#### EXERCISE DETAILS
For the word "junction", work out how many lines in the records below contain it and state that count alone.

#### DATA TO USE

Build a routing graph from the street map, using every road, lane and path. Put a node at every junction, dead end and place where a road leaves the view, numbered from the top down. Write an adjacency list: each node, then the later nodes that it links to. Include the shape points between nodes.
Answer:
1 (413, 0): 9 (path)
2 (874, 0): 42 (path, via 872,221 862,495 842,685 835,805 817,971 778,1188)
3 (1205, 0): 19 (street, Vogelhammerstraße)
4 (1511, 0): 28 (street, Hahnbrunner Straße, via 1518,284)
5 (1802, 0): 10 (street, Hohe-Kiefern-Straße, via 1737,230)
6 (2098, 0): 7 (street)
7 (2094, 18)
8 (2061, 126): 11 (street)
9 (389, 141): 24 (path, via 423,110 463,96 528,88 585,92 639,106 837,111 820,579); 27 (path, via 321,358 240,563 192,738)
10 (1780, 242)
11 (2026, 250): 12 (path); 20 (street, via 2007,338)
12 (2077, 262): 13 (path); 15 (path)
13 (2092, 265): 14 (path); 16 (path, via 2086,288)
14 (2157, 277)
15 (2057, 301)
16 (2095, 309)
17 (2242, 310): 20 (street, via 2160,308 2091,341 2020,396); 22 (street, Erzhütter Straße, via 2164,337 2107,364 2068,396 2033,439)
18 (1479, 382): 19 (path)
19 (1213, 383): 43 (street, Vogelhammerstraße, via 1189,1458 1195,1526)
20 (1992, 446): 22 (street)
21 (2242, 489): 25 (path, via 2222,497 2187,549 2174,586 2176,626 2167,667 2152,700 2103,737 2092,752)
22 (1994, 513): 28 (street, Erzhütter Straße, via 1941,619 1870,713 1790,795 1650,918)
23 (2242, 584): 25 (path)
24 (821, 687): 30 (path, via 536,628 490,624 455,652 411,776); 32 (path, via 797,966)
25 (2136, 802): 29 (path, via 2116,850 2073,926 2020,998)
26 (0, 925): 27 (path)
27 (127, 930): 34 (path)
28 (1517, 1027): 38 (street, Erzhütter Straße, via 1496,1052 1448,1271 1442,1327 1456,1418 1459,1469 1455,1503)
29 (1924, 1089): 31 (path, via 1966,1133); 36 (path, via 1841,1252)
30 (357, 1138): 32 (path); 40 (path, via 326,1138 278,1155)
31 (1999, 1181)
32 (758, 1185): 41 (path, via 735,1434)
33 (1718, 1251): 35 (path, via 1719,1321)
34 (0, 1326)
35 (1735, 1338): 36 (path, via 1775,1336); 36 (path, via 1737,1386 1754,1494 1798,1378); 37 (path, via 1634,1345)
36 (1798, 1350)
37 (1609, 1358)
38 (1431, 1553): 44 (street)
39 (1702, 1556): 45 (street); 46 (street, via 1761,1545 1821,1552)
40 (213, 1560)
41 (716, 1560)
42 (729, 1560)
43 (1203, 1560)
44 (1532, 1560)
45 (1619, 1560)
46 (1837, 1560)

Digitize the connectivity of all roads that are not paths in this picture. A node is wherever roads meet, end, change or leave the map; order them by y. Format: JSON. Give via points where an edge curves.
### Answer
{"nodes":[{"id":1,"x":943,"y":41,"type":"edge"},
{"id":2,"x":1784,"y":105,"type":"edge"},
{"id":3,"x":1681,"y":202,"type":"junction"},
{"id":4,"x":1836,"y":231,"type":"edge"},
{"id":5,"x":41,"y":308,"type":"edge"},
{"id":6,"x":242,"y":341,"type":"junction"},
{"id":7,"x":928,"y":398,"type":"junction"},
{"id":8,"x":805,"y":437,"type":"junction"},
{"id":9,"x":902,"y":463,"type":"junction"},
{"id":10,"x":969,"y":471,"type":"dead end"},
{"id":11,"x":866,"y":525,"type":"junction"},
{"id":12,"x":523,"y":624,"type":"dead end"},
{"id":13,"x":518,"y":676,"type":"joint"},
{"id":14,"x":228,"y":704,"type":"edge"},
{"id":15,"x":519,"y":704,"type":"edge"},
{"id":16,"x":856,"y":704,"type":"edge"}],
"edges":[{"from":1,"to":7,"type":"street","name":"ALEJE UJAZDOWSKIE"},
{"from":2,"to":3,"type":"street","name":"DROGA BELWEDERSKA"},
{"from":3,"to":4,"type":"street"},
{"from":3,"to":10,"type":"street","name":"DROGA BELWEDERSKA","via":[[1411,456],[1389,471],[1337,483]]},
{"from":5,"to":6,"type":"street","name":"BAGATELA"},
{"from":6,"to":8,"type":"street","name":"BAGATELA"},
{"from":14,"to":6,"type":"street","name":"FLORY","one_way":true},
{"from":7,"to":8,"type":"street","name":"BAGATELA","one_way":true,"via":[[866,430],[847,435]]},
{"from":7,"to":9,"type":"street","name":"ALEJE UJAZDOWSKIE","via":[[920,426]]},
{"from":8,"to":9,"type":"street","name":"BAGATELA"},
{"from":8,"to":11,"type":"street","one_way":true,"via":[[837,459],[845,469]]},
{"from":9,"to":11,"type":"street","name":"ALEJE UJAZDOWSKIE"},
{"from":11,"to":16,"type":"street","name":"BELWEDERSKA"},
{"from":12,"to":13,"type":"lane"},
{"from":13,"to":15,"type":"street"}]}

#### REPLY
7